Mi hijo me internó en un asilo… No sabe que el director es el hijo que di en adopción hace años…Mi hijo me internó en un asilo… No sabe que el director es el hijo que di en adopción hace años…

Andrés escuchó todo esto con una atención que no era ni perdón ni condena, sino algo más difícil de nombrar, la atención de alguien que está recibiendo información que reorganiza una historia que creía conocer. Al cuarto día me preguntó si yo quería salir del centro. Le dije que sí. Le dije que estaba perfectamente capaz de vivir solo, que mi caída en el baño había sido un accidente y no un síntoma, que mi hijo me había traído aquí por razones que tenían más que ver con su comodidad que con mi bienestar.

Le dije que no lo decía con rabia, sino con la claridad de quien ha tenido suficiente tiempo solo para pensar con honestidad. Andrés asintió lentamente. Me dijo que él revisaría mi expediente de ingreso, que hablaría con el médico del centro y que si la evaluación confirmaba lo que yo decía, no había ninguna razón clínica que justificara mi permanencia. Me dijo esto mirándome a los ojos y yo pensé que era la primera persona en mucho tiempo que me miraba a los ojos mientras me decía algo importante.

“Quédate conmigo porque lo que pasó después cambió esta familia para siempre.” Marcos llegó el sábado siguiente para su primera visita. Entró en la sala de visitas con esa postura suya de hombre ocupado que ha sacado tiempo de su agenda y me saludó con el abrazo breve de quien cumple con una obligación que tiene claro límite temporal. Me preguntó cómo estaba. Le dije que bien. Me preguntó si el centro me parecía adecuado. Le dije que era un centro muy bien llevado.
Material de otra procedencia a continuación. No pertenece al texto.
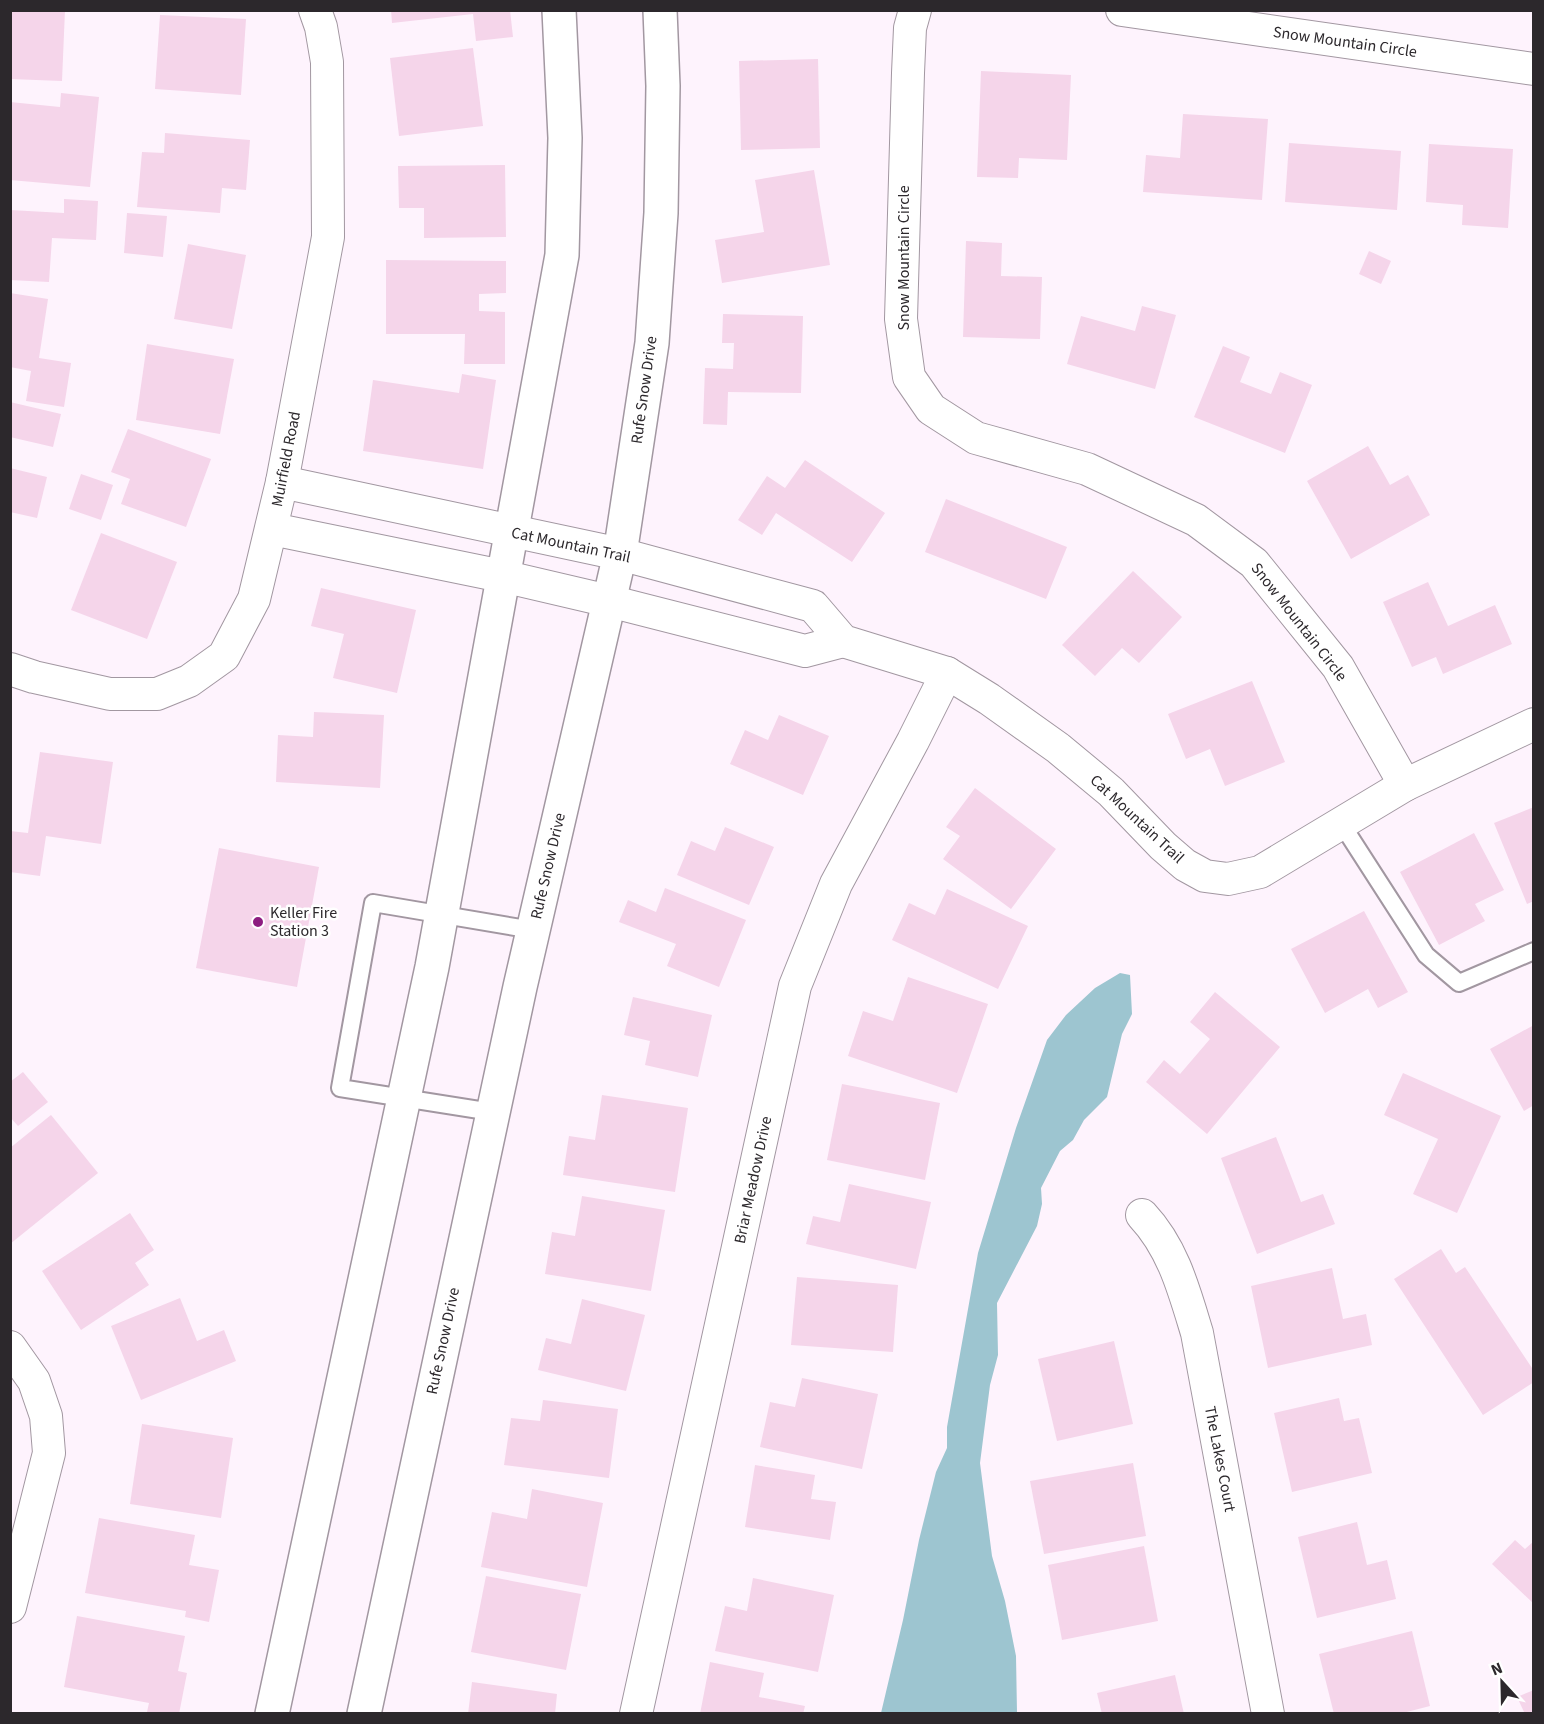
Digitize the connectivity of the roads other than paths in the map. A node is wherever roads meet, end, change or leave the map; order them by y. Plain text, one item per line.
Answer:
1 (560, 10) edge
2 (660, 10) edge
3 (915, 10) edge
4 (1122, 10) edge
5 (318, 19) edge
6 (1533, 69) edge
7 (282, 482) junction
8 (272, 529) junction
9 (511, 532) junction
10 (620, 554) junction
11 (502, 576) junction
12 (609, 601) junction
13 (843, 641) junction
14 (10, 669) edge
15 (946, 674) junction
16 (1533, 724) edge
17 (1405, 785) junction
18 (1341, 823) junction
19 (441, 913) junction
20 (533, 930) junction
21 (1533, 951) edge
22 (404, 1100) junction
23 (492, 1112) junction
24 (1142, 1215) dead end
25 (10, 1347) edge
26 (10, 1607) edge
27 (272, 1713) edge
28 (364, 1713) edge
29 (636, 1713) edge
30 (1268, 1713) edge

1 - 9 main road
2 - 10 main road, Rufe Snow Drive
3 - 17 street, Snow Mountain Circle
4 - 6 street, Snow Mountain Circle
5 - 7 street, Muirfield Road
7 - 8 street, Muirfield Road
7 - 9 street, Cat Mountain Trail
8 - 11 street
8 - 14 street, Muirfield Road
9 - 10 street, Cat Mountain Trail
9 - 11 main road
10 - 12 main road, Rufe Snow Drive
10 - 13 street, Cat Mountain Trail
11 - 12 street
11 - 19 main road
12 - 13 street
12 - 20 main road, Rufe Snow Drive
13 - 15 street, Cat Mountain Trail
15 - 18 street, Cat Mountain Trail
15 - 29 street, Briar Meadow Drive
16 - 17 street, Cat Mountain Trail
17 - 18 street, Cat Mountain Trail
18 - 21 lane
19 - 20 lane
19 - 22 main road
19 - 22 lane
20 - 23 main road, Rufe Snow Drive
22 - 23 lane
22 - 27 main road
23 - 28 main road, Rufe Snow Drive
24 - 30 street, The Lakes Court
25 - 26 street

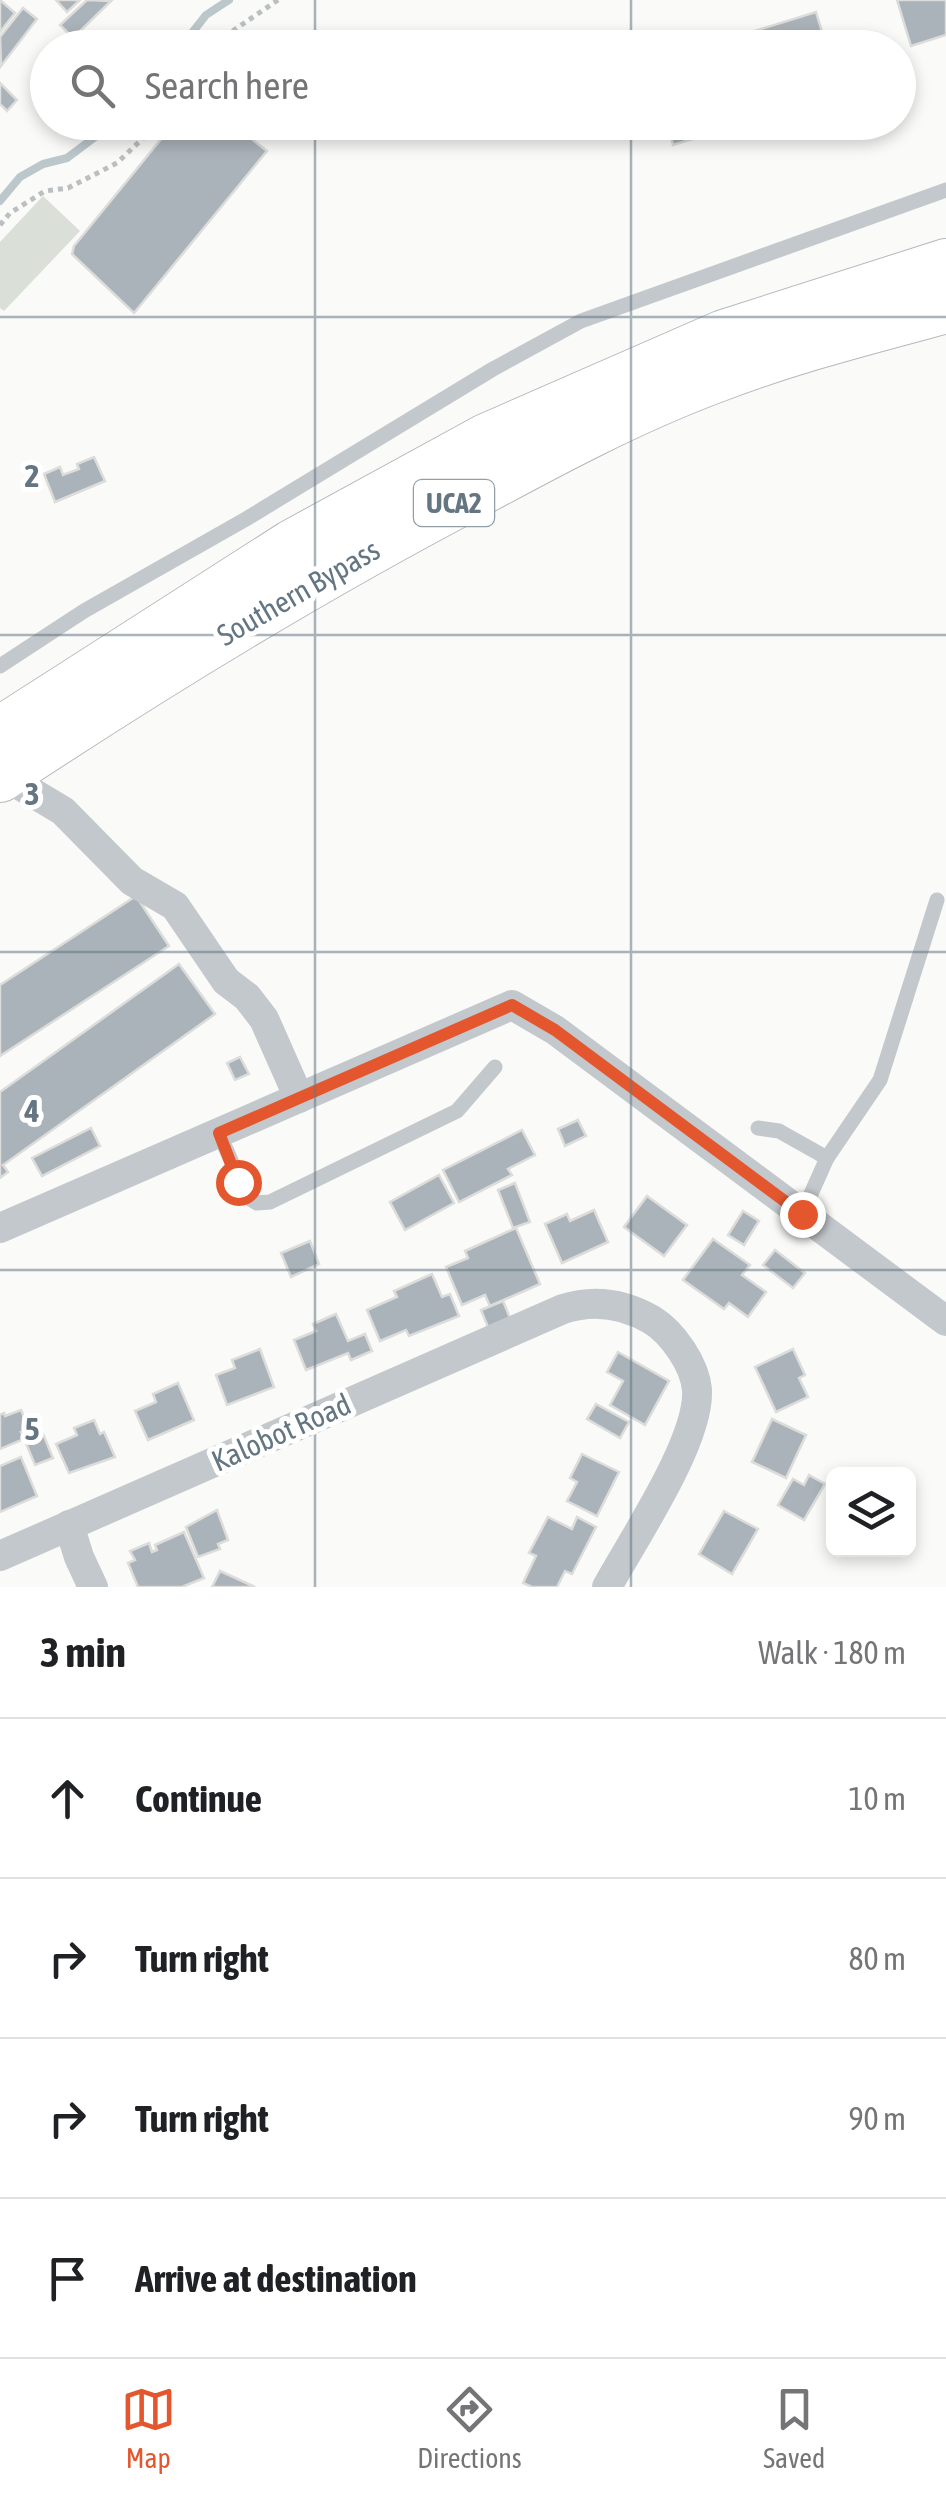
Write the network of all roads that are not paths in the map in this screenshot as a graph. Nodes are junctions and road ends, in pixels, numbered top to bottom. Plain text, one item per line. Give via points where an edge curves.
1 (946, 190) edge
2 (946, 264) edge
3 (946, 308) edge
4 (0, 666) edge
5 (1, 761) edge
6 (937, 900) dead end
7 (495, 1068) dead end
8 (299, 1098) junction
9 (758, 1128) dead end
10 (219, 1133) junction
11 (827, 1158) junction
12 (802, 1214) junction
13 (0, 1228) edge
14 (946, 1321) edge
15 (69, 1526) junction
16 (0, 1556) edge
17 (93, 1587) edge
18 (606, 1587) edge

1 - 4 lane via 581,320
2 - 5 highway, Southern Bypass / UCA2 via 724,335 486,439 292,545
3 - 5 highway, Southern Bypass / UCA2 via 713,378 591,431 374,546
5 - 8 street via 63,811 132,881 175,906 226,981 264,1019
6 - 11 lane via 880,1080
7 - 10 lane via 457,1112 270,1202 248,1198
8 - 10 street
8 - 12 street via 512,1005
9 - 11 lane
10 - 13 street
11 - 12 lane
12 - 14 street
15 - 16 street, Kalobot Road
15 - 17 street
15 - 18 street, Kalobot Road via 563,1309 605,1303 655,1322 682,1351 697,1389 679,1457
Fue entonces cuando Andrés entró en la sala. Lo hice. Yo le pedí a Andrés que estuviera presente en esa visita. No le expliqué por qué, solo le dije que había algo que necesitaba que ocurriera con alguien más en la sala, alguien cuya presencia le diera a la conversación un peso que ella sola no tendría. Andrés aceptó sin hacerme demasiadas preguntas, que fue otra de las cosas que fui aprendiendo de él, que sabía cuando preguntar y cuando simplemente estar.

Marcos miró a Andrés con la incomodidad de quien no esperaba una audiencia. Le pregunté a mi hijo si se acordaba de algo que yo le había contado cuando tenía 12 años. Una conversación que tuvimos un verano en el que él me había preguntado si yo había tenido otras relaciones antes de conocer a su madre. Le dije que sí me había preguntado eso. Le dije que yo le había dicho que sí, que había habido una persona antes de Mirta y que esa relación había tenido consecuencias que en su momento no habíamos sabido manejar.